• _Dataset_:
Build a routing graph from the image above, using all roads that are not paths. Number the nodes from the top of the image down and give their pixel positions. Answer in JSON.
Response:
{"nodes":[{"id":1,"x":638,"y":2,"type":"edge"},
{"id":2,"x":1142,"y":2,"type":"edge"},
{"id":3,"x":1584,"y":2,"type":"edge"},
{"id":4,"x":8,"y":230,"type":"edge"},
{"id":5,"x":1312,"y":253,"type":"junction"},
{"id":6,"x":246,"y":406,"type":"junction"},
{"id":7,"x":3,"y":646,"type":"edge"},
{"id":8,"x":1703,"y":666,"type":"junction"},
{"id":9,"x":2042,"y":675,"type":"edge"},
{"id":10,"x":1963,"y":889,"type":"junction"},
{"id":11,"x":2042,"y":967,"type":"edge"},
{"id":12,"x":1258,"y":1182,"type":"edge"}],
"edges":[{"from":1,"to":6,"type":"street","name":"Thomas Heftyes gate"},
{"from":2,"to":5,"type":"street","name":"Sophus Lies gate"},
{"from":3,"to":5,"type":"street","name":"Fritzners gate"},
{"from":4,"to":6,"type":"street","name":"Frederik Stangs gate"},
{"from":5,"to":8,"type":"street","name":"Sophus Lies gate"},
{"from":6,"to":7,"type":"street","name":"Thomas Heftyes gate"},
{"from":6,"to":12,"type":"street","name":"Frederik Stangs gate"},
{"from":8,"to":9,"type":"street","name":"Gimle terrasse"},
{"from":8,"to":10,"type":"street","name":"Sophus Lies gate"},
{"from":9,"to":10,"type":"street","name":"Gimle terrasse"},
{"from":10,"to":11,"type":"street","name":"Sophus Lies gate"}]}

• _Exercise description_: Nothing but the lines with "Heftyes" should be returned, copied from the entries above.

• _Task response_:
"edges":[{"from":1,"to":6,"type":"street","name":"Thomas Heftyes gate"},
{"from":6,"to":7,"type":"street","name":"Thomas Heftyes gate"},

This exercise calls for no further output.